When he first began practicing law, Haynes would sometimes ask his clients to thank the judge and jury after their acquittal. He ended the practice after one client said, "Ladies and gentlemen, I want to thank each and every one of you. And I promise you that I will never, ever do it again."

Haynes once cross-examined an empty chair when the prosecution failed to call a key witness. His courtroom theatrics included shocking himself with a cattle prod to make a point. In defending a biker gang that had nailed a woman to a tree, Haynes planned to drive a nail into his hand to show the jury it wasn't that painful, but changed his mind at the last second. Such flamboyant tactics comprised a small part of Haynes' legal strategy, however. As journalist Gary Cartwright declared: "[Trials] are won through careful attention to detail and by hard scientific analysis of situations and evidence. Haynes prepares himself for a case by cramming down books and articles on criminology, pathology, ballistics, psychology, crime-scene investigative technique, whatever is called in for a particular case."

==Military record==
Haynes served in the United States Marine Corps during World War II. During the Battle of Iwo Jima, Haynes was awarded the Navy and Marine Corps Medal for pulling two wounded and drowning Marines from the water after their landing craft overturned.

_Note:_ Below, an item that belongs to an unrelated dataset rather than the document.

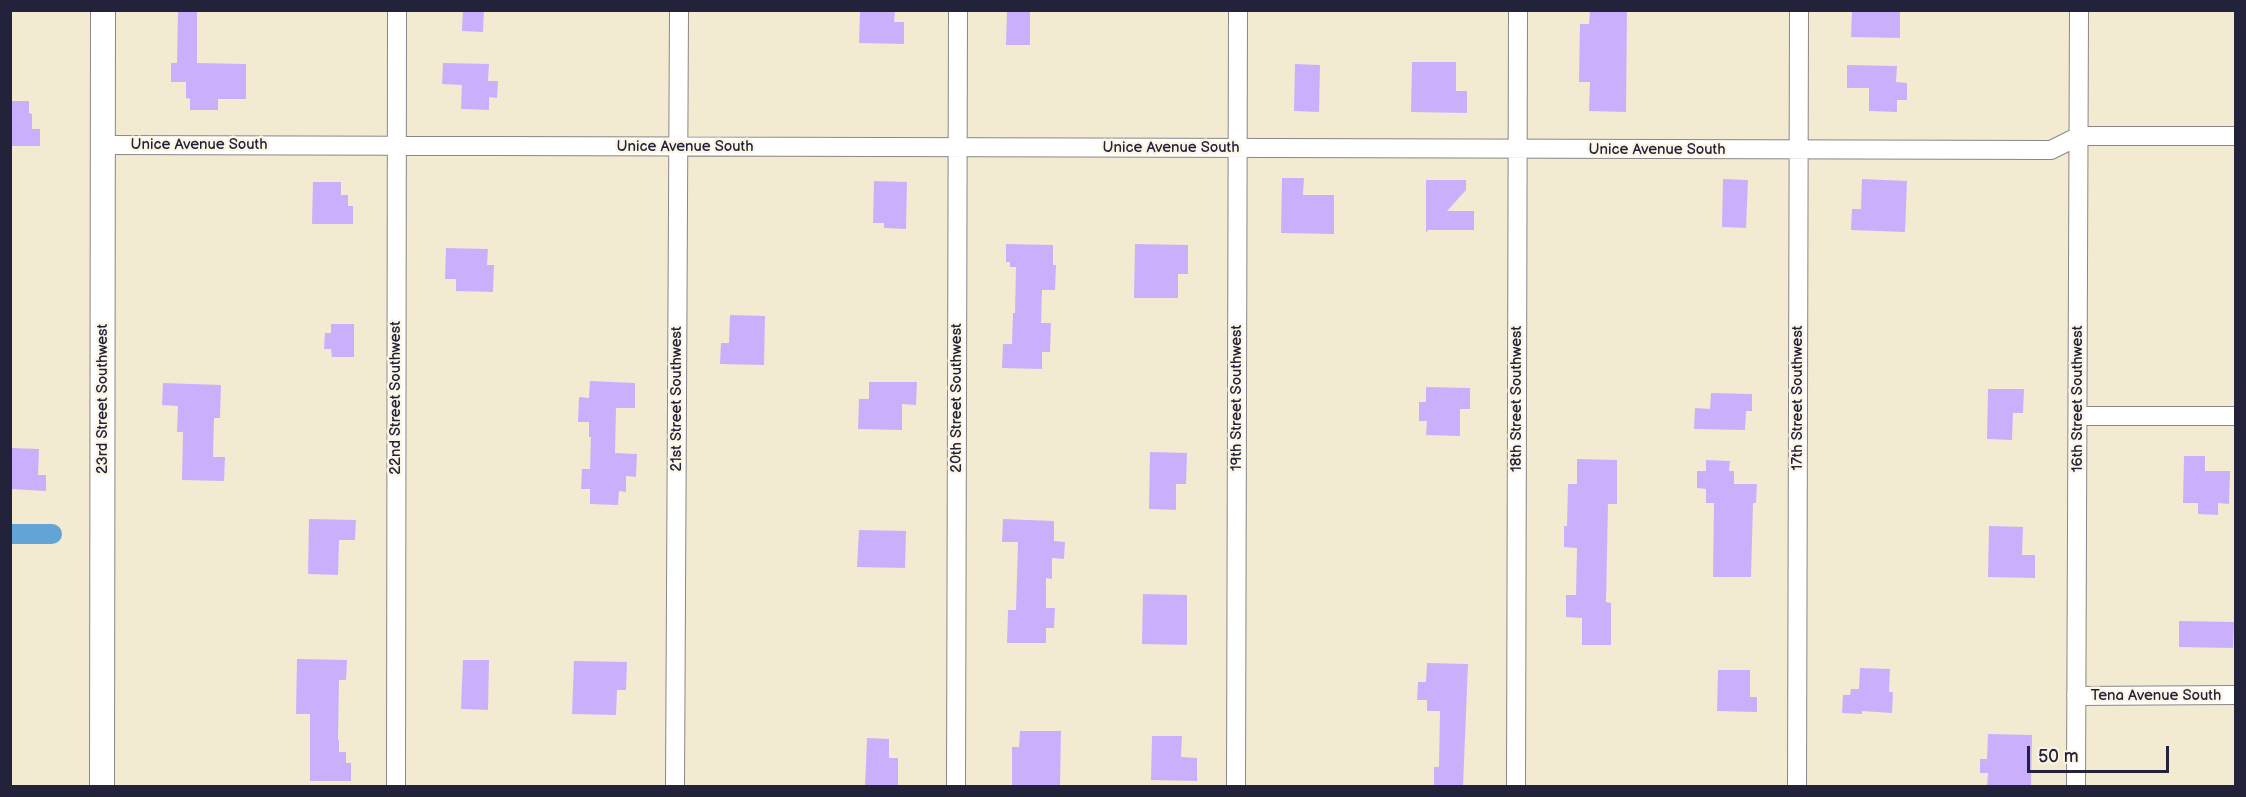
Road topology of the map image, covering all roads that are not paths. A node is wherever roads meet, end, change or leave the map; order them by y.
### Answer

After receiving an accounting degree from the University of Houston in 1951, he was drafted back into military service, serving in the United States Army as a paratrooper and hand-to-hand combat instructor with the 11th Airborne Division during the Korean War.

==Personal life==
Haynes was born in Houston, where he later established his law practice. His father was a plasterer who struggled financially, so at the age of two Haynes was sent to San Antonio to live with his grandmother, where he stayed until he was eight years old.

At 5'7" in height, Haynes was an excellent boxer. He was the Texas amateur welterweight champion in the 1940s.

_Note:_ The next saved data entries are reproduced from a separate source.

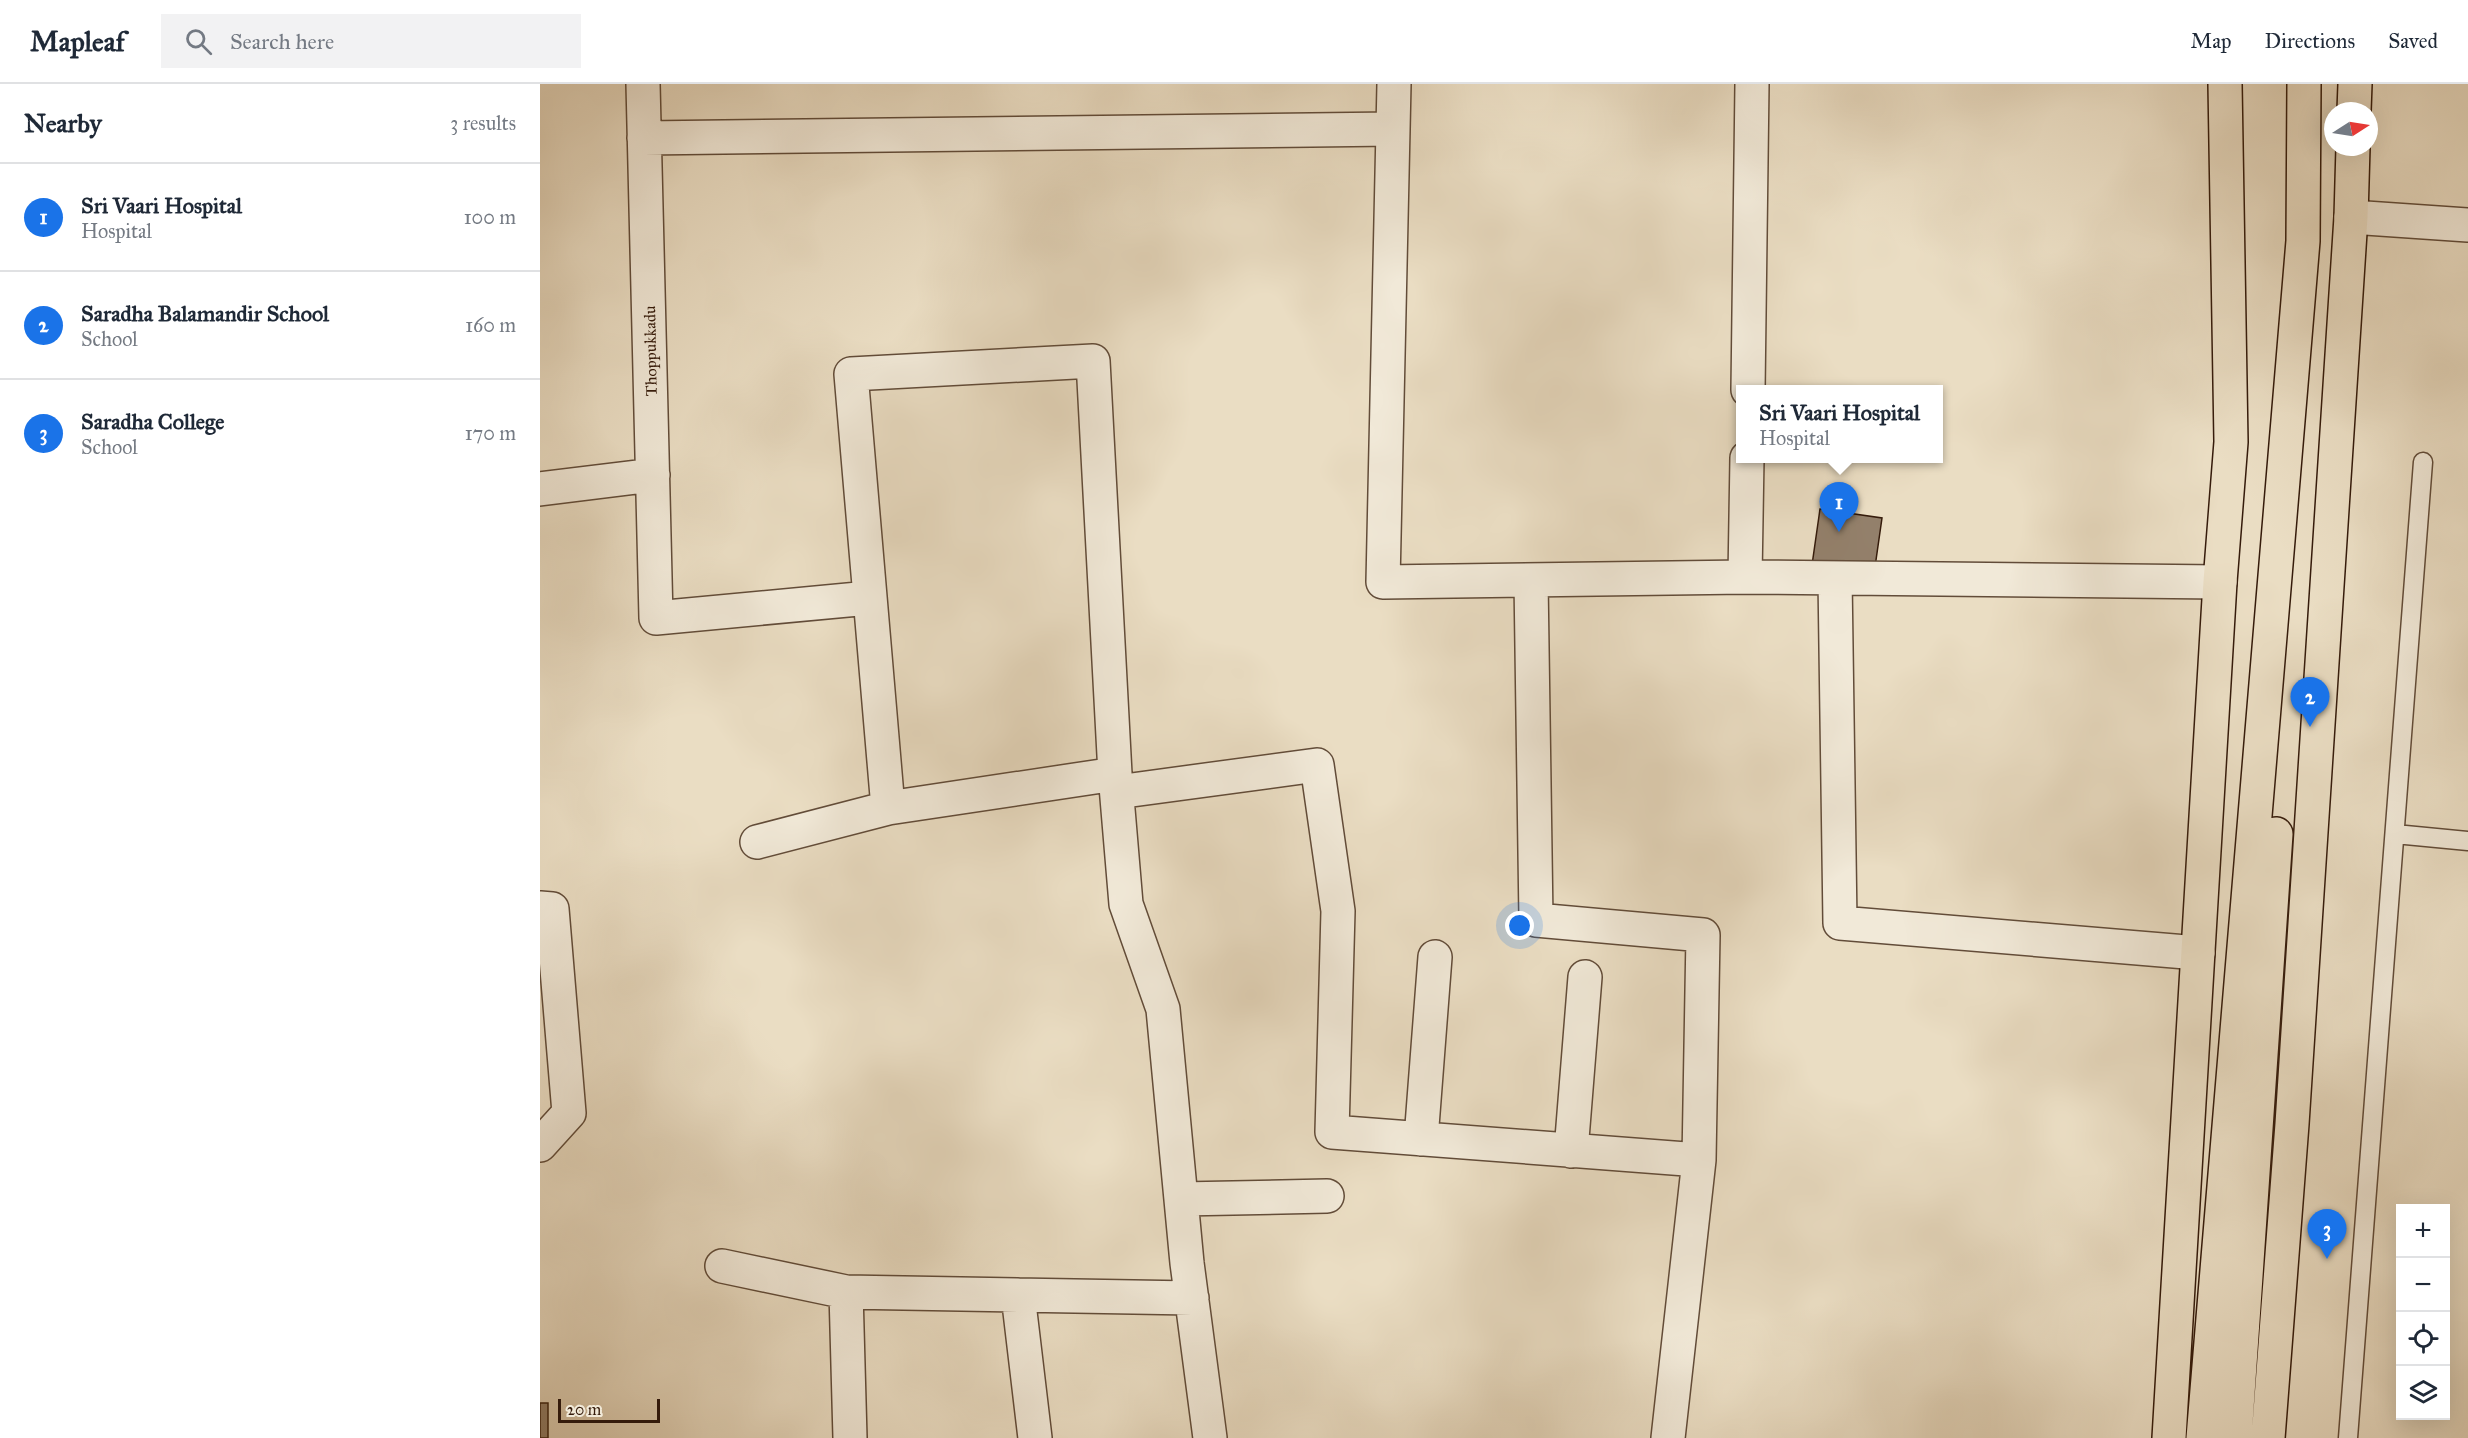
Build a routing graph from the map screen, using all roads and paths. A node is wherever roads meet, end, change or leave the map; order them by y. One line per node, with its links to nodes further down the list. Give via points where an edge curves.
1 (643, 84): 10 (street, Thoppukkadu)
2 (1394, 84): 9 (street)
3 (1752, 84): 14 (street)
4 (2225, 84): 22 (main road, via 2231,442)
5 (2304, 84): 48 (main road, via 2303,241)
6 (2326, 84): 49 (main road, via 2318,260)
7 (2355, 84): 8 (main road)
8 (2354, 102)
9 (1393, 129): 10 (street); 21 (street, via 1383,582)
10 (644, 138): 17 (street, Thoppukkadu)
11 (2353, 156): 12 (main road)
12 (2351, 217): 13 (street); 50 (main road)
13 (2468, 225)
14 (1748, 385)
15 (2423, 462): 26 (lane)
16 (1747, 463): 19 (street)
17 (653, 475): 18 (street); 23 (street, Thoppukkadu, via 656,618)
18 (540, 489)
19 (1745, 577): 20 (street); 21 (street)
20 (1835, 578): 22 (street); 30 (street, via 1840,923)
21 (1531, 580): 36 (street, via 1536,920 1703,935)
22 (2220, 582): 30 (main road)
23 (869, 597): 24 (street, via 851,374 1093,361); 25 (street)
24 (1116, 783): 25 (street); 33 (street, via 1317,765 1338,911 1332,1132); 38 (street, via 1126,904 1163,1010)
25 (888, 808): 28 (street)
26 (2395, 834): 27 (lane); 51 (lane)
27 (2468, 841)
28 (757, 842)
29 (540, 908): 34 (street, via 552,909 569,1113)
30 (2198, 953): 47 (main road)
31 (1435, 957): 33 (street)
32 (1585, 977): 35 (street)
33 (1421, 1139): 35 (street)
34 (540, 1145)
35 (1571, 1151): 36 (street)
36 (1699, 1160): 46 (street)
37 (1328, 1196): 38 (street)
38 (1181, 1199): 42 (street)
39 (722, 1266): 40 (street)
40 (846, 1292): 41 (street); 43 (street)
41 (1018, 1295): 42 (street); 44 (street)
42 (1192, 1298): 45 (street)
43 (850, 1438)
44 (1035, 1438)
45 (1210, 1438)
46 (1668, 1438)
47 (2169, 1438)
48 (2203, 1438)
49 (2235, 1438)
50 (2268, 1438)
51 (2348, 1438)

A football coach gave Haynes the nickname "Racehorse". The coach said Haynes couldn't carry the ball through the opposing team's line but ran toward the sideline "like a racehorse".

In 1979, he received the Golden Plate Award of the American Academy of Achievement.

Haynes died on April 28, 2017, in Livingston, Texas.

==In books and movies==
G.W. Bailey appeared as Haynes in the 1981 film Murder in Texas, which is based in the events arising from the death of Joan Robinson Hill.
Dennis Franz appeared as Haynes in the 1995 film Texas Justice, which is based on the book Blood Will Tell by Gary Cartwright. One of the tracks on Tom Russell's 2003 album Modern Art, simply entitled Racehorse Haynes, deals with his career.